WORK INSTRUCTION: Reproduce the listing in full, exactly as written, but without images.

PROVIDED DATA:
+++++

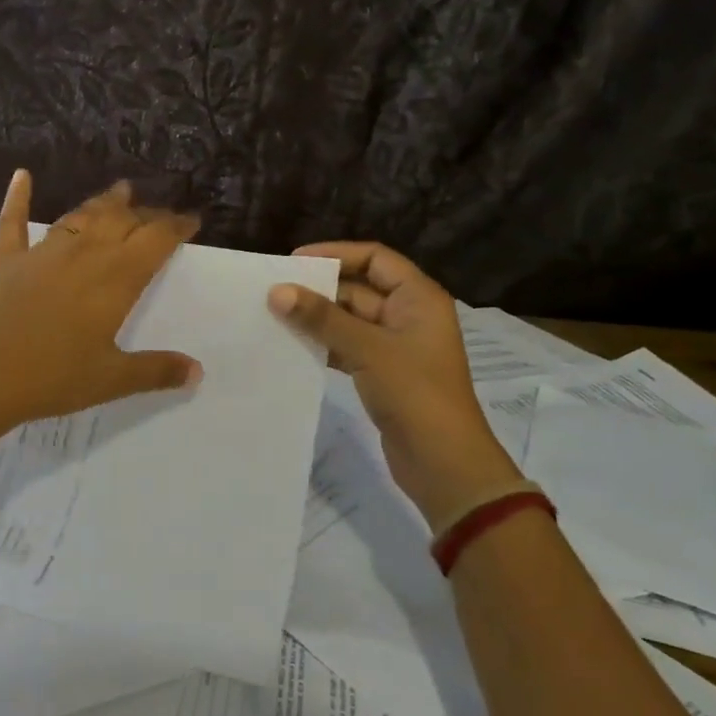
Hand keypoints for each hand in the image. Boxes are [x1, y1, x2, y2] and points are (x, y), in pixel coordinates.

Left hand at [0, 171, 202, 430]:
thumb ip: (155, 371)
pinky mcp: (4, 260)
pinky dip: (18, 198)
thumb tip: (197, 371)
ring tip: (120, 189)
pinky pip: (13, 222)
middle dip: (145, 213)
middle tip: (158, 212)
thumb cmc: (51, 378)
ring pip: (79, 217)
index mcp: (115, 280)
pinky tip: (22, 177)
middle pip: (121, 222)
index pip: (155, 241)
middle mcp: (83, 255)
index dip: (175, 226)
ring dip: (103, 203)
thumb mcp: (111, 380)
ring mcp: (41, 253)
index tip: (191, 219)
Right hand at [270, 242, 518, 531]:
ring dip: (318, 319)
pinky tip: (293, 348)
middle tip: (274, 292)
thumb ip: (322, 318)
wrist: (442, 461)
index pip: (375, 258)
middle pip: (360, 288)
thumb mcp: (367, 348)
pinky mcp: (383, 374)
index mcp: (418, 298)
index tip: (294, 262)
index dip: (336, 254)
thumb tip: (277, 291)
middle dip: (320, 289)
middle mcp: (409, 315)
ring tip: (274, 318)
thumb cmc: (414, 393)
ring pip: (350, 321)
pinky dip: (324, 345)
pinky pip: (348, 348)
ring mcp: (396, 347)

+++++

RESULT FOR THIS EXERCISE:
Hand keypoints for each hand in the image. Boxes are [x1, y1, x2, y2] and points are (x, y), in pixel coordinates.

Left hand at [0, 171, 202, 430]:
thumb ip: (155, 371)
pinky mcp: (4, 260)
pinky dip: (18, 198)
thumb tip: (197, 371)
ring tip: (120, 189)
pinky pip: (13, 222)
middle dip: (145, 213)
middle tip: (158, 212)
thumb cmc: (51, 378)
ring pip: (79, 217)
index mcp: (115, 280)
pinky tip: (22, 177)
middle pip: (121, 222)
index pip: (155, 241)
middle mcp: (83, 255)
index dip: (175, 226)
ring dip: (103, 203)
thumb mcp: (111, 380)
ring mcp: (41, 253)
index tip: (191, 219)
Right hand at [270, 242, 518, 531]:
ring dip: (318, 319)
pinky tip: (293, 348)
middle tip: (274, 292)
thumb ip: (322, 318)
wrist: (442, 461)
index pip: (375, 258)
middle pip: (360, 288)
thumb mcp: (367, 348)
pinky mcp: (383, 374)
index mcp: (418, 298)
index tip: (294, 262)
index dip: (336, 254)
thumb tip: (277, 291)
middle dip: (320, 289)
middle mcp: (409, 315)
ring tip: (274, 318)
thumb cmc: (414, 393)
ring pip: (350, 321)
pinky dip: (324, 345)
pinky pip: (348, 348)
ring mcp: (396, 347)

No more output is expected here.